Balance sheet strengthened for more vessel acquisitions. Post rights issue, the trust would have a balance credit facility of US$121m for acquisition of additional vessels, which should enhance future DPU. Our earnings forecasts have not factored in the acquisition of other vessels besides the four new vessels acquired in 2008. In view of a reduced forecast DPU for FY09, we lower our target price from 50 US cents to 47 US cents. Our fair value is pegged at FY09 net yield of 9.5%. PST offers an annual net yield of 11.7% for 2008 and 2009 and 12.5% for 2010. Despite a large rights issue, PST still offers very attractive dividend yields.

Rickmers – OCBC

Continues strong performance in 2Q

Good 2Q results. Rickmers Maritime (RMT) posted a good set of 2Q results, recording US$23.7m in revenue, up 6% QoQ. The results were broadly in line with our estimates. Unitholders will receive DPU of 2.25 US cents from this quarter onwards, up 5.1% from the previous 2.14 US cents payout. RMT did well on a QoQ basis with revenue rising 6% over 1Q and net profit increasing to US$9.2m, up 9.7% QoQ. The improvement was primarily because of about 20 days’ contribution from MOL Dominance, which was delivered in early June. The 4250-TEU containership costing US$72m was the first of 13 vessels that RMT is contracted to acquire over FY08-10.

2H will be acquisition heavy. RMT is buying a total of five Mitsui vessels – the remaining four, costing US$288m, are slated for delivery over 2H08. Full impact of the first vessel and contributions from the remaining four should increase 2H revenue, which makes up 56.1% of our full-year estimate. We note that per the unitholders’ circular dated April 2008, the second Mitsui vessel – newbuild MOL Dedication – was slated for delivery on 30 July. However, there have been delays at China’s Dalian shipyard and RMT now expects the vessel in end August (with no penalties charged by Mitsui). We have revised our 3Q estimates downwards – FY08F charter revenue falls by less than 1% to US$104.8m – to take into account the delayed delivery but assume the other vessels are still on track to meet the delivery dates estimated in RMT’s April circular.

Gearing is increasing.
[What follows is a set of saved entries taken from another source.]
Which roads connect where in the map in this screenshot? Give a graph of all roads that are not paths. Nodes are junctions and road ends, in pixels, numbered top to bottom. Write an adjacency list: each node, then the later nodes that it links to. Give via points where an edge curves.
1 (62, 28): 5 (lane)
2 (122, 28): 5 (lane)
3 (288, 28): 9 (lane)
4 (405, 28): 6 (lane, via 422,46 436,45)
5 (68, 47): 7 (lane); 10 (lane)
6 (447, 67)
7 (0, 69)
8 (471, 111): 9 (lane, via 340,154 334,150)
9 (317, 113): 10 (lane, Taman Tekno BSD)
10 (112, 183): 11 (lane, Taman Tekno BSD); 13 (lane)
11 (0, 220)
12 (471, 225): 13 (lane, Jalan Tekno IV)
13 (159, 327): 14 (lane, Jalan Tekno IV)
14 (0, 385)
As of this quarter, RMT’s debt-to-equity ratio has increased to 0.91x from 0.77x as at the end of 1Q. RMT will spend another US$288m on the remaining four Mitsui vessels coming in over 2H; US$276m on the four vessels slated for FY09; and US$711.6m on the four megacontainerships to be delivered in FY10. On current equity levels of about US$417m, this implies a debt-to-equity of roughly 1.6x by end FY08, 2.2x by end FY09, and 3.9x by end FY10. RMT has US$608.3m in unused debt facilities, which gives it some breathing space in the near-term. We believe RMT can avoid the equity markets in 2H08, but will need to tap new equity over FY09-11 to satiate its aggressive growth plans and the repayment schedule on its debt facilities. RMT is trading at a compelling 10.8% FY08F yield; maintain BUY with S$1.22 fair value.